(Pose estimation data)
::::

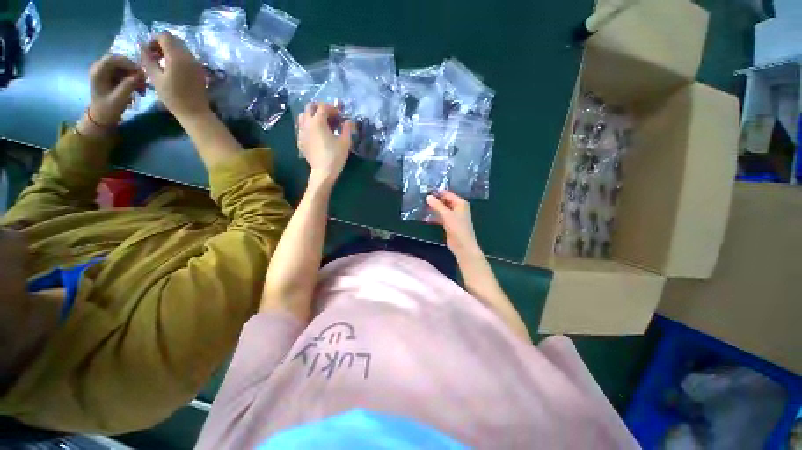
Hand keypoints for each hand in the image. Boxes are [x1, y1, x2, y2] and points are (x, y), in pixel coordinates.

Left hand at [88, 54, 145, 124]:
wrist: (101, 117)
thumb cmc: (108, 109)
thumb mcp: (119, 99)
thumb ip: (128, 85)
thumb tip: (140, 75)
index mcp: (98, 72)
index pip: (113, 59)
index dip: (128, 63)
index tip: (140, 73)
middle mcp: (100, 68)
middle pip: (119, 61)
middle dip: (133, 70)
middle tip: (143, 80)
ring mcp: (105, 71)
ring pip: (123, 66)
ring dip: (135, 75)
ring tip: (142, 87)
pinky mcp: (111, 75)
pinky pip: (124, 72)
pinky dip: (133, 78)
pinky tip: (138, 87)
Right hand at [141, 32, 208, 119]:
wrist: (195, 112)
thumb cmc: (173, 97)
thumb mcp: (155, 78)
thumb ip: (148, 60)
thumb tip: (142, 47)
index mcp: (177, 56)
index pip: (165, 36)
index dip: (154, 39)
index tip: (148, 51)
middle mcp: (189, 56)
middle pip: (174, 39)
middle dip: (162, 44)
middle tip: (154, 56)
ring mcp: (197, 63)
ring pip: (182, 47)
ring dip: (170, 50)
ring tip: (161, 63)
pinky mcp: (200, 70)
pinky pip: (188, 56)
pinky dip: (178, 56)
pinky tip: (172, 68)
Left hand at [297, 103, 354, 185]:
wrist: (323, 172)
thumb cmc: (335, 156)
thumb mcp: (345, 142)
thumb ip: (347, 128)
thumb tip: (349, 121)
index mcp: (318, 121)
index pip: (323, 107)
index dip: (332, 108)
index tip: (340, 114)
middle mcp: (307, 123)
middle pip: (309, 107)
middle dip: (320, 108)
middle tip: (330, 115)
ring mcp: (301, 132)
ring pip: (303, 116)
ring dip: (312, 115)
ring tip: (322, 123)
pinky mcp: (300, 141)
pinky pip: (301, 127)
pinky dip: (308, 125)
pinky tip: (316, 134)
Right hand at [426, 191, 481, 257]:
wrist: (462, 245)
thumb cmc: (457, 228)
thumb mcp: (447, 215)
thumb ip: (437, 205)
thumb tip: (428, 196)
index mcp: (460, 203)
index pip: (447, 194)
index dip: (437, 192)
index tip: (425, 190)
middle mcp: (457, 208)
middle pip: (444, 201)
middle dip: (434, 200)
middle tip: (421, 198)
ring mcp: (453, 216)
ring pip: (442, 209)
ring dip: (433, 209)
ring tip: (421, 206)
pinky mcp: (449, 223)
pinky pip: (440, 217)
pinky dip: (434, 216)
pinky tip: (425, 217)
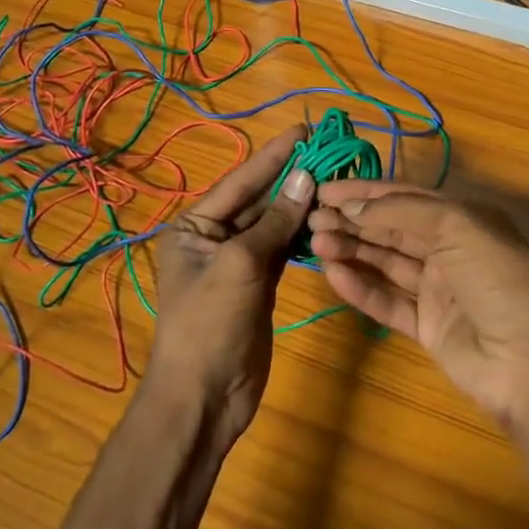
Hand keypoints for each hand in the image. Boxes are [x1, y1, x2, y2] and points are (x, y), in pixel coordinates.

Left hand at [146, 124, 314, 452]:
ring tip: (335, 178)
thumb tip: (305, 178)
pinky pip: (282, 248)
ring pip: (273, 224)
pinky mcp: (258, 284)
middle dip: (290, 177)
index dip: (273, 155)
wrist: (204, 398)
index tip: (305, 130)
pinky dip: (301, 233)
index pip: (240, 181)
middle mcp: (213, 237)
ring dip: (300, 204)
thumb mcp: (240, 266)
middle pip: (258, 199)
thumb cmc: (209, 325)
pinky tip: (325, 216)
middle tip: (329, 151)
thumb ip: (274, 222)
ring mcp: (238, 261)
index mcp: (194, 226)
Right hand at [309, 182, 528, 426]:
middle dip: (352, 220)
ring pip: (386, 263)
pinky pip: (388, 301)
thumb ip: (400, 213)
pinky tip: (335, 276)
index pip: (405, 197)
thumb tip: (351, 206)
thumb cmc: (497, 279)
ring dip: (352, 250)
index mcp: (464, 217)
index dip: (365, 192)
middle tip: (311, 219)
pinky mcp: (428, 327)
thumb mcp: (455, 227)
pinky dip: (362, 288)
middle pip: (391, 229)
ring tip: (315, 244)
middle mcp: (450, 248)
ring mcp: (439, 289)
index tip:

::::

§ **Work required**
Only the entries themselves should be output, word for word, with all pictures omitted.

§ **Worked solution**
Hand keypoints for each hand in the image. Boxes are [x1, y1, x2, y2] and points are (x, y), in pixel coordinates.

Left hand at [88, 54, 145, 124]:
wrist: (101, 117)
thumb cmc: (108, 109)
thumb mcp: (119, 99)
thumb ip: (128, 85)
thumb tip: (140, 75)
index mcp: (98, 72)
index pip: (113, 59)
index dip: (128, 63)
index tip: (140, 73)
middle mcp: (100, 68)
middle pip: (119, 61)
middle dip: (133, 70)
middle tip: (143, 80)
ring mcp: (105, 71)
ring pip: (123, 66)
ring dip: (135, 75)
ring tip: (142, 87)
pinky mcp: (111, 75)
pinky pip: (124, 72)
pinky dip: (133, 78)
pinky tip: (138, 87)
Right hand at [141, 32, 208, 119]:
wrist: (195, 112)
thumb cmc: (173, 97)
thumb mcp: (155, 78)
thumb ip: (148, 60)
thumb tip: (142, 47)
index mcp: (177, 56)
index pip: (165, 36)
index dip: (154, 39)
index tip: (148, 51)
middle mcp: (189, 56)
middle pip: (174, 39)
middle dip: (162, 44)
middle tip: (154, 56)
ring mcp: (197, 63)
ring pip: (182, 47)
ring dip: (170, 50)
ring tip: (161, 63)
pinky mcp: (200, 70)
pinky pip: (188, 56)
pinky dip: (178, 56)
pinky tip: (172, 68)
Left hand at [297, 103, 354, 185]:
wrist: (323, 172)
thumb cmc: (335, 156)
thumb mcp: (345, 142)
thumb ip: (347, 128)
thumb tip: (349, 121)
index mcp: (318, 121)
index pip: (323, 107)
index dip: (332, 108)
index tip: (340, 114)
middle mcp: (307, 123)
middle pip: (309, 107)
middle dip: (320, 108)
middle tip: (330, 115)
ring mcp: (301, 132)
ring pip: (303, 116)
ring dip: (312, 115)
ring tip: (322, 123)
pinky mcp: (300, 141)
pinky pip: (301, 127)
pinky dip: (308, 125)
pinky tip: (316, 134)
Right hand at [426, 191, 481, 257]:
wrist: (462, 245)
thumb cmc: (457, 228)
thumb mcp: (447, 215)
thumb ip: (437, 205)
thumb tip: (428, 196)
index mcp: (460, 203)
index pip: (447, 194)
index dip: (437, 192)
index tip: (425, 190)
middle mcp: (457, 208)
middle pip: (444, 201)
middle dip: (434, 200)
middle tip: (421, 198)
ring mcp: (453, 216)
ring pip: (442, 209)
ring dip: (433, 209)
ring tip: (421, 206)
pinky mcp: (449, 223)
pinky pip: (440, 217)
pinky dip: (434, 216)
pinky tip: (425, 217)
Hand keypoints for each hand in the image. Boxes are [x1, y1, x2, y2] and points are (x, y), in pixel coordinates.

Left hand at [146, 124, 314, 452]:
ring tip: (335, 178)
thumb tip: (305, 178)
pinky pip: (282, 248)
ring pip: (273, 224)
pinky mcp: (258, 284)
middle dip: (290, 177)
index dip: (273, 155)
wrist: (204, 398)
index tip: (305, 130)
pinky dip: (301, 233)
index pip: (240, 181)
middle mcp: (213, 237)
ring dip: (300, 204)
thumb mcp: (240, 266)
middle pip: (258, 199)
thumb cmc: (209, 325)
pinky tip: (325, 216)
middle tip: (329, 151)
thumb ip: (274, 222)
ring mcp: (238, 261)
index mcp: (194, 226)
Right hand at [309, 182, 528, 426]:
middle dip: (352, 220)
ring pip: (386, 263)
pinky pip: (388, 301)
thumb ip: (400, 213)
pinky tip: (335, 276)
index pip: (405, 197)
thumb tip: (351, 206)
thumb cmc: (497, 279)
ring dip: (352, 250)
index mcp: (464, 217)
index dip: (365, 192)
middle tip: (311, 219)
pinky mcp: (428, 327)
thumb mcp: (455, 227)
pinky dip: (362, 288)
middle pip: (391, 229)
ring tip: (315, 244)
middle mcp: (450, 248)
ring mcp: (439, 289)
index tip:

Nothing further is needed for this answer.